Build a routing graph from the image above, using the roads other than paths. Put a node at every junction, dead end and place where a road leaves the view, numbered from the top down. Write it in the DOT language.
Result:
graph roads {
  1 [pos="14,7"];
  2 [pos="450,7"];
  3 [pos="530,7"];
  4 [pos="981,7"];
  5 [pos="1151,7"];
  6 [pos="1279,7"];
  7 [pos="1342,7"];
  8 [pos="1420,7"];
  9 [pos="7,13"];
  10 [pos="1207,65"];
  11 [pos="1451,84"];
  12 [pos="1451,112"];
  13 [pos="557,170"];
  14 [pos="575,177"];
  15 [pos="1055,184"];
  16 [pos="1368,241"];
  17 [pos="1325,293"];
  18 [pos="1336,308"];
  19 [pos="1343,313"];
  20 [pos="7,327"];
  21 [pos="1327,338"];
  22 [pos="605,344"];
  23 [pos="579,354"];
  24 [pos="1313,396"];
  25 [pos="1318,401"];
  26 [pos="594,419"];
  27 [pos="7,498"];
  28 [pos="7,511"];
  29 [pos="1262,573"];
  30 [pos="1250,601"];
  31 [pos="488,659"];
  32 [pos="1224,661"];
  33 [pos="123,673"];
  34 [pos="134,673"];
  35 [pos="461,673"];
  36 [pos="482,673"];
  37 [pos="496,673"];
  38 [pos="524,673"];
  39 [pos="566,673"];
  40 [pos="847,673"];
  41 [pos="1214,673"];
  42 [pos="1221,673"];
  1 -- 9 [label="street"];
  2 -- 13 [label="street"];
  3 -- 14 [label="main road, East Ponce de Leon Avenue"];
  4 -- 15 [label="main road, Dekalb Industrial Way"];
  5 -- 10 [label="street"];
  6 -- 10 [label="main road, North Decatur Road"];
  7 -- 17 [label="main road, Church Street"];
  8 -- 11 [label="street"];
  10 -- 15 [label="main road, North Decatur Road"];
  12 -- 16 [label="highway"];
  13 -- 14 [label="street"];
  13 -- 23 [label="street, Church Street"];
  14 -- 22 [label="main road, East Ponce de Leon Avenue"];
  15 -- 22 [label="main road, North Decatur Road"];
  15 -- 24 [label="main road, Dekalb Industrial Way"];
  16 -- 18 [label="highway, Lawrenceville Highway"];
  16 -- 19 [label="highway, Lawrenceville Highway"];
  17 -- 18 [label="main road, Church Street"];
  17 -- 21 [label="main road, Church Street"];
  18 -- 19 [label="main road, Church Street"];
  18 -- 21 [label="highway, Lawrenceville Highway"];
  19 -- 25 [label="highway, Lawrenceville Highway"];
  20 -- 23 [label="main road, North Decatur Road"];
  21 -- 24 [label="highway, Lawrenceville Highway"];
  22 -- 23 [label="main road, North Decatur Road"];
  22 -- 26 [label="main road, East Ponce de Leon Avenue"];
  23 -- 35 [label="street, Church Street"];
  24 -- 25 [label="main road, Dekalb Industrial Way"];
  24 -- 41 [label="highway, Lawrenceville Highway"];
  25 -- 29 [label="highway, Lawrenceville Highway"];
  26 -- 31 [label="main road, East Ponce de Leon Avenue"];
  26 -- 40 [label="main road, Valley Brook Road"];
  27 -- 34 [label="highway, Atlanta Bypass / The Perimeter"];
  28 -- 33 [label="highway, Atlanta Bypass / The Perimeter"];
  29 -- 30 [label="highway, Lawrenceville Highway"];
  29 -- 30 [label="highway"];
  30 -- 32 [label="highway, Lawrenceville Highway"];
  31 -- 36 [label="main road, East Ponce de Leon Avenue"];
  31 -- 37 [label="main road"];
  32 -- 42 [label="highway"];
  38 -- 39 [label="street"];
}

___

# [What the exercise asks]
All entries shown above should be duplicated without a single difference.

# [Output]
Build a routing graph from the image above, using the roads other than paths. Put a node at every junction, dead end and place where a road leaves the view, numbered from the top down. Write it in the DOT language.
Result:
graph roads {
  1 [pos="14,7"];
  2 [pos="450,7"];
  3 [pos="530,7"];
  4 [pos="981,7"];
  5 [pos="1151,7"];
  6 [pos="1279,7"];
  7 [pos="1342,7"];
  8 [pos="1420,7"];
  9 [pos="7,13"];
  10 [pos="1207,65"];
  11 [pos="1451,84"];
  12 [pos="1451,112"];
  13 [pos="557,170"];
  14 [pos="575,177"];
  15 [pos="1055,184"];
  16 [pos="1368,241"];
  17 [pos="1325,293"];
  18 [pos="1336,308"];
  19 [pos="1343,313"];
  20 [pos="7,327"];
  21 [pos="1327,338"];
  22 [pos="605,344"];
  23 [pos="579,354"];
  24 [pos="1313,396"];
  25 [pos="1318,401"];
  26 [pos="594,419"];
  27 [pos="7,498"];
  28 [pos="7,511"];
  29 [pos="1262,573"];
  30 [pos="1250,601"];
  31 [pos="488,659"];
  32 [pos="1224,661"];
  33 [pos="123,673"];
  34 [pos="134,673"];
  35 [pos="461,673"];
  36 [pos="482,673"];
  37 [pos="496,673"];
  38 [pos="524,673"];
  39 [pos="566,673"];
  40 [pos="847,673"];
  41 [pos="1214,673"];
  42 [pos="1221,673"];
  1 -- 9 [label="street"];
  2 -- 13 [label="street"];
  3 -- 14 [label="main road, East Ponce de Leon Avenue"];
  4 -- 15 [label="main road, Dekalb Industrial Way"];
  5 -- 10 [label="street"];
  6 -- 10 [label="main road, North Decatur Road"];
  7 -- 17 [label="main road, Church Street"];
  8 -- 11 [label="street"];
  10 -- 15 [label="main road, North Decatur Road"];
  12 -- 16 [label="highway"];
  13 -- 14 [label="street"];
  13 -- 23 [label="street, Church Street"];
  14 -- 22 [label="main road, East Ponce de Leon Avenue"];
  15 -- 22 [label="main road, North Decatur Road"];
  15 -- 24 [label="main road, Dekalb Industrial Way"];
  16 -- 18 [label="highway, Lawrenceville Highway"];
  16 -- 19 [label="highway, Lawrenceville Highway"];
  17 -- 18 [label="main road, Church Street"];
  17 -- 21 [label="main road, Church Street"];
  18 -- 19 [label="main road, Church Street"];
  18 -- 21 [label="highway, Lawrenceville Highway"];
  19 -- 25 [label="highway, Lawrenceville Highway"];
  20 -- 23 [label="main road, North Decatur Road"];
  21 -- 24 [label="highway, Lawrenceville Highway"];
  22 -- 23 [label="main road, North Decatur Road"];
  22 -- 26 [label="main road, East Ponce de Leon Avenue"];
  23 -- 35 [label="street, Church Street"];
  24 -- 25 [label="main road, Dekalb Industrial Way"];
  24 -- 41 [label="highway, Lawrenceville Highway"];
  25 -- 29 [label="highway, Lawrenceville Highway"];
  26 -- 31 [label="main road, East Ponce de Leon Avenue"];
  26 -- 40 [label="main road, Valley Brook Road"];
  27 -- 34 [label="highway, Atlanta Bypass / The Perimeter"];
  28 -- 33 [label="highway, Atlanta Bypass / The Perimeter"];
  29 -- 30 [label="highway, Lawrenceville Highway"];
  29 -- 30 [label="highway"];
  30 -- 32 [label="highway, Lawrenceville Highway"];
  31 -- 36 [label="main road, East Ponce de Leon Avenue"];
  31 -- 37 [label="main road"];
  32 -- 42 [label="highway"];
  38 -- 39 [label="street"];
}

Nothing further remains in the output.